Such videos can have a huge impact, and a lasting one, on the reputation of you and your business.
We live in the mobile video age. In 2015, 64 percent of American adults owned a smartphone of some kind, according to Pew Research Center. That's up from 35 percent in 2011. Smartphone ownership is particularly high among younger Americans. Pew also found that 67 percent of adults use their phone to share pictures, videos or commentary about events happening in their community.
Mobile technology is a part of everyday life. People do not think twice about recording events they deem interesting. In 2015, YouTube users uploaded 300 hours of video every minute, according to Statistic Brain Research Institute. The total number of hours watched on YouTube each month is 3.25 billion hours.
Businesses have to be aware of the usage of mobile technology, especially video. Disgruntled employees and unhappy customers have uploaded countless less-than-flattering videos of businesses to social platforms in the past five years. Recently, a Carrier Air Conditioning employee recorded co-workers reacting to the news of layoffs and posted it to YouTube, causing it to cross over to mainstream news.
The restaurant industry is often a target of unflattering and very damaging videos. The drive-in restaurant chain Checkers received unwanted attention when employees were horsing around in a kitchen making a video and an employee was shown wiping a hamburger bun on the floor and then making a sandwich. It was posted to Facebook and then YouTube. What can small businesses learn about reputation management in the mobile age from Checkers? Checkers did five things right. _Plan in place. Checkers had a crisis response plan in place before the video hit social media. They were aware of potential situations and they had tactics in place to react quickly. _Monitoring the brand. Checkers was listening to conversations about their brand online and media outlets. _Response time. The company reacted within 24 hours by addressing the video, allowing them to manage their brand's reputation. _Setting the tone.
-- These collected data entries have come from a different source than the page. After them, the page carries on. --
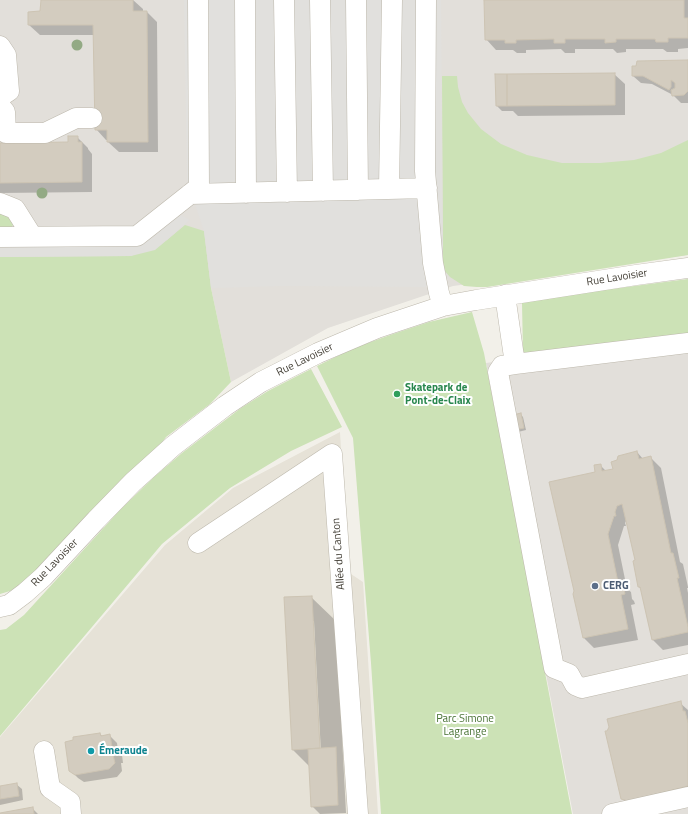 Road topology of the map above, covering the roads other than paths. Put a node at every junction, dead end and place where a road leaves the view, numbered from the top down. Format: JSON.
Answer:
{"nodes":[{"id":1,"x":198,"y":0,"type":"edge"},
{"id":2,"x":245,"y":0,"type":"edge"},
{"id":3,"x":284,"y":0,"type":"edge"},
{"id":4,"x":320,"y":0,"type":"edge"},
{"id":5,"x":356,"y":0,"type":"edge"},
{"id":6,"x":392,"y":0,"type":"edge"},
{"id":7,"x":426,"y":0,"type":"edge"},
{"id":8,"x":0,"y":46,"type":"edge"},
{"id":9,"x":0,"y":97,"type":"edge"},
{"id":10,"x":0,"y":106,"type":"edge"},
{"id":11,"x":92,"y":118,"type":"dead end"},
{"id":12,"x":427,"y":188,"type":"junction"},
{"id":13,"x":389,"y":189,"type":"junction"},
{"id":14,"x":358,"y":190,"type":"junction"},
{"id":15,"x":323,"y":191,"type":"junction"},
{"id":16,"x":287,"y":192,"type":"junction"},
{"id":17,"x":246,"y":193,"type":"junction"},
{"id":18,"x":190,"y":194,"type":"junction"},
{"id":19,"x":0,"y":203,"type":"edge"},
{"id":20,"x":32,"y":236,"type":"junction"},
{"id":21,"x":0,"y":237,"type":"edge"},
{"id":22,"x":688,"y":268,"type":"edge"},
{"id":23,"x":505,"y":295,"type":"junction"},
{"id":24,"x":443,"y":306,"type":"junction"},
{"id":25,"x":688,"y":343,"type":"edge"},
{"id":26,"x":515,"y":364,"type":"junction"},
{"id":27,"x":198,"y":543,"type":"dead end"},
{"id":28,"x":0,"y":607,"type":"edge"},
{"id":29,"x":688,"y":664,"type":"edge"},
{"id":30,"x":44,"y":751,"type":"dead end"},
{"id":31,"x":688,"y":797,"type":"edge"},
{"id":32,"x":71,"y":814,"type":"edge"},
{"id":33,"x":358,"y":814,"type":"edge"},
{"id":34,"x":612,"y":814,"type":"edge"}],
"edges":[{"from":1,"to":18,"type":"street"},
{"from":2,"to":17,"type":"street"},
{"from":3,"to":16,"type":"street"},
{"from":4,"to":15,"type":"street"},
{"from":5,"to":14,"type":"street"},
{"from":6,"to":13,"type":"street"},
{"from":7,"to":12,"type":"street"},
{"from":8,"to":9,"type":"street"},
{"from":10,"to":11,"type":"street"},
{"from":12,"to":13,"type":"street"},
{"from":12,"to":24,"type":"street"},
{"from":13,"to":14,"type":"street"},
{"from":14,"to":15,"type":"street"},
{"from":15,"to":16,"type":"street"},
{"from":16,"to":17,"type":"street"},
{"from":17,"to":18,"type":"street"},
{"from":18,"to":20,"type":"street"},
{"from":19,"to":20,"type":"street"},
{"from":20,"to":21,"type":"street"},
{"from":22,"to":23,"type":"street","name":"Rue Lavoisier"},
{"from":23,"to":24,"type":"street","name":"Rue Lavoisier"},
{"from":23,"to":26,"type":"street"},
{"from":24,"to":28,"type":"street","name":"Rue Lavoisier"},
{"from":25,"to":26,"type":"street"},
{"from":26,"to":29,"type":"street"},
{"from":27,"to":33,"type":"street","name":"Allée du Canton"},
{"from":30,"to":32,"type":"street"},
{"from":31,"to":34,"type":"street"}]} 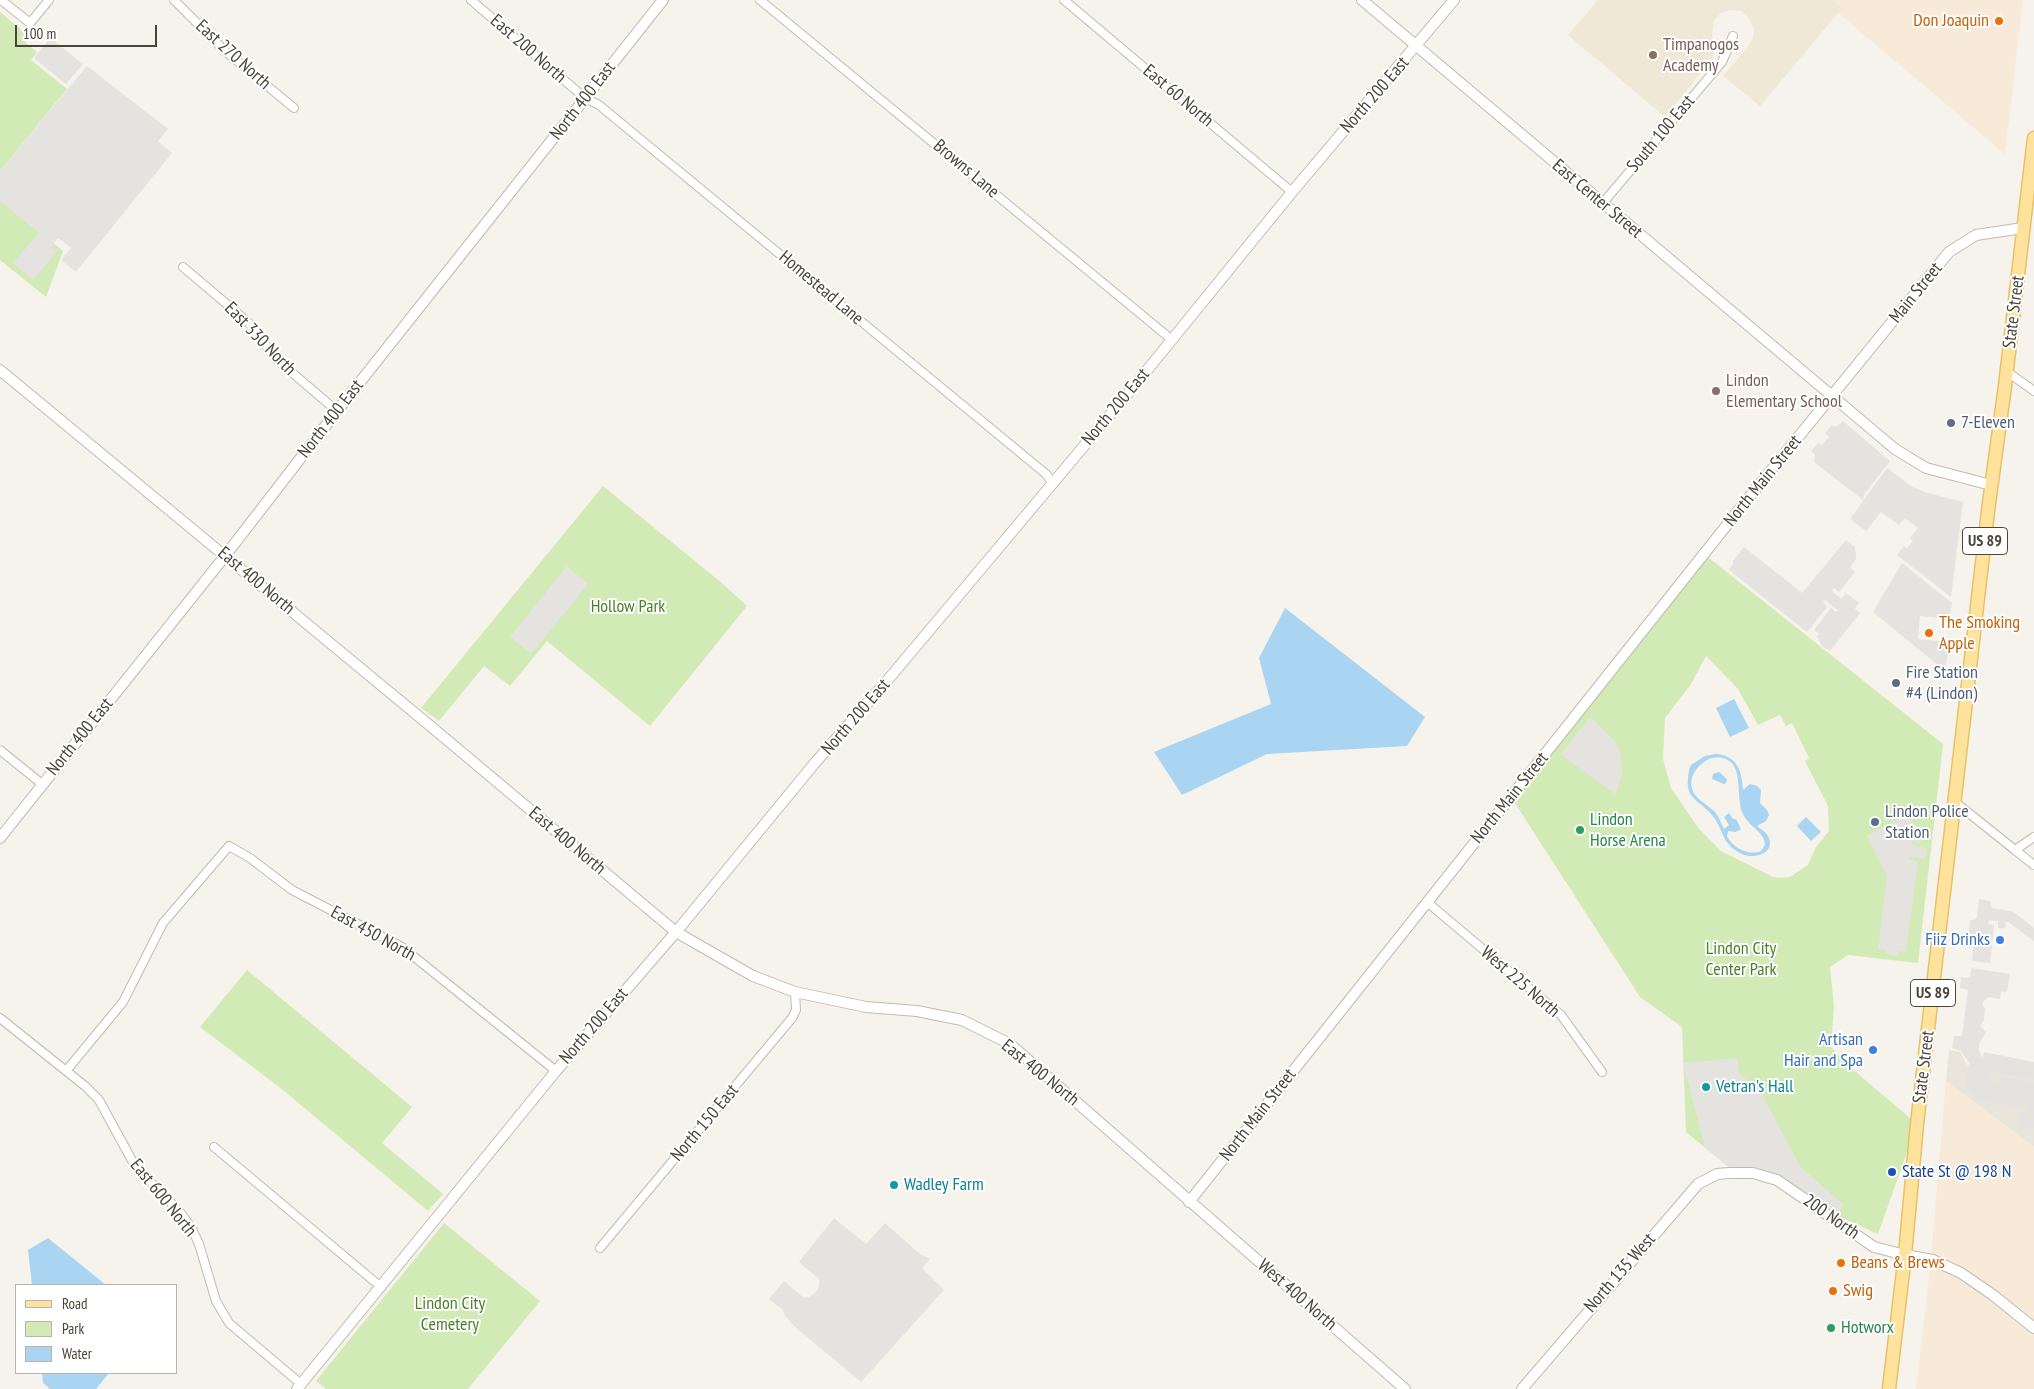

Checkers took the video very serious and they responded in a sober tone addressing the situation. _Addressing the appropriate channels. The video was posted on YouTube. In response, the brand created a short video covering what happened and how they addressed it. While businesses cannot prevent customers and employees from carrying smartphones, taking videos, and then posting to social media, they can understand the threats to reputation and be prepared to manage the situation effectively. ___ ABOUT THE WRITER Ann Marie van den Hurk, an accredited public relations professional, is principal of Mind the Gap Public Relations and author of "Social Media Crisis Communications." Readers may email her at [email protected] or follow her on Twitter @amvandenhurk. ___ (c)2016 Lexington Herald-Leader Visit Lexington Herald-Leader at www.kentucky.com Distributed by Tribune Content Agency, LLC.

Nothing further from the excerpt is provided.